═════ DATA FOR THIS EXERCISE

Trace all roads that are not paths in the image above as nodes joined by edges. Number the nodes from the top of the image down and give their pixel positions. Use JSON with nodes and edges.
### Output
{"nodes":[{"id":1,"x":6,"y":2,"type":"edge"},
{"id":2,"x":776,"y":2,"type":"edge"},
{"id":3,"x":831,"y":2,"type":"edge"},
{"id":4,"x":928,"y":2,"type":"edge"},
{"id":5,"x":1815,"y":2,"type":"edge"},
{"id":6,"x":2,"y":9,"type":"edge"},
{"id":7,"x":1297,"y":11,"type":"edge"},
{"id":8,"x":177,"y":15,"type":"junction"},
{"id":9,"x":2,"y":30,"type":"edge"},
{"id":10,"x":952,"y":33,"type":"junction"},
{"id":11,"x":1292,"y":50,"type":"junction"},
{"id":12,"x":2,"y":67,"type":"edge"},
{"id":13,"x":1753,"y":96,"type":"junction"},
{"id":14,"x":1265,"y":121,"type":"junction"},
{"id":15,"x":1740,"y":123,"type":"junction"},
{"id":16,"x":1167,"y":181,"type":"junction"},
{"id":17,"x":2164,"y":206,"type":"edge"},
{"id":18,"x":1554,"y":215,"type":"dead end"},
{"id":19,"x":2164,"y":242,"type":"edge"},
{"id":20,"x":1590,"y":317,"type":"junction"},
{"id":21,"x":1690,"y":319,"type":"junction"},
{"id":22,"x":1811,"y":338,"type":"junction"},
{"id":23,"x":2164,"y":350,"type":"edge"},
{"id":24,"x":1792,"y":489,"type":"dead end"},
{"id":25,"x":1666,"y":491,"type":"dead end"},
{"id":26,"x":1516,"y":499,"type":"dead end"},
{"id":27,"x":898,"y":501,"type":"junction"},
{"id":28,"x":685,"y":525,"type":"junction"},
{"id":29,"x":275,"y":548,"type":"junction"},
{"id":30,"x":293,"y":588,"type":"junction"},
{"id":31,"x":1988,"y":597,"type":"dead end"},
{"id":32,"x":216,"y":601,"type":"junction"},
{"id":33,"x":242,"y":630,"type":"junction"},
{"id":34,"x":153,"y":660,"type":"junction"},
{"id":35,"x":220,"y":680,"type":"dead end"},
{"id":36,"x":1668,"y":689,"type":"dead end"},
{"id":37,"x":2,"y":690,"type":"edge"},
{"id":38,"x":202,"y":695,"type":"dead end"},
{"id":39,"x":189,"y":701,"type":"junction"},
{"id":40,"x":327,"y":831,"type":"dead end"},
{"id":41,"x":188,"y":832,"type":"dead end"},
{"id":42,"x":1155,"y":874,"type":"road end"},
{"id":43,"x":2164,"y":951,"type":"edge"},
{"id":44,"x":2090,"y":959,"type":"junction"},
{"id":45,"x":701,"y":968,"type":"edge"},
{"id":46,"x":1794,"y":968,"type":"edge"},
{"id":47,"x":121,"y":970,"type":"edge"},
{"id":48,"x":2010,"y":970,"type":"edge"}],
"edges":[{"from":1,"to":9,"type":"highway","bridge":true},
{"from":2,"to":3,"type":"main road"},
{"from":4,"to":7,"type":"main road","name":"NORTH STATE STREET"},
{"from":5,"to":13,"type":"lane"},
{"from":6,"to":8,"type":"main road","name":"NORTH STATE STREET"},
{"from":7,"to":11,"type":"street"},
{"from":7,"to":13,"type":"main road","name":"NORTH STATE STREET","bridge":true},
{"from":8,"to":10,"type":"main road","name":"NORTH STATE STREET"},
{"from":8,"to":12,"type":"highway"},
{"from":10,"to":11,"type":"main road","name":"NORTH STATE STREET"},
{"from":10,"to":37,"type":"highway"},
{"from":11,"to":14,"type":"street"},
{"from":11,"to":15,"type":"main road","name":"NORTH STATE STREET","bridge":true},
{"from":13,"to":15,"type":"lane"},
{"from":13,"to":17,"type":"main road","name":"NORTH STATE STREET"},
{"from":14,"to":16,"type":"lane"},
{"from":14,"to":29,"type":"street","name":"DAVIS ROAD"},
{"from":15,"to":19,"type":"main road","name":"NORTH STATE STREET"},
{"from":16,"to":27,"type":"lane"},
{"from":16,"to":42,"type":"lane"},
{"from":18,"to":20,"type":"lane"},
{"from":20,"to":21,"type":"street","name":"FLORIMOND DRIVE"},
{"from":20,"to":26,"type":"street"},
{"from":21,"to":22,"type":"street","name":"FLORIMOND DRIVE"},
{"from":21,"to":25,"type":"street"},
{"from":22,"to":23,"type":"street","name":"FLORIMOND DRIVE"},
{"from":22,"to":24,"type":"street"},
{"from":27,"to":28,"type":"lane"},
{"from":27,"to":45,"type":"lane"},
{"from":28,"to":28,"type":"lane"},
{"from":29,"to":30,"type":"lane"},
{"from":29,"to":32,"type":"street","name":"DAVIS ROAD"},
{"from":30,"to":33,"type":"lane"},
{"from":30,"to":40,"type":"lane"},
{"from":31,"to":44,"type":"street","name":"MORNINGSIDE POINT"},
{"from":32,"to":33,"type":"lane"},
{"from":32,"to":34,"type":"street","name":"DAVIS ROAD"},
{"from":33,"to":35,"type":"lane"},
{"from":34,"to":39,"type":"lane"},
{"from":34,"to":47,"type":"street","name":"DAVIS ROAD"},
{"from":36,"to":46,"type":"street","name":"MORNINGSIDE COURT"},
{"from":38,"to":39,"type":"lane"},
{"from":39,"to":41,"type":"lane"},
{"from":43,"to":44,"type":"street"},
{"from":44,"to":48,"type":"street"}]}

══════════

TASK ITEM => Within the records above, count the lines that include the string "dead"; state the number and nothing else.

OUTPUT OF THE EXERCISE => 10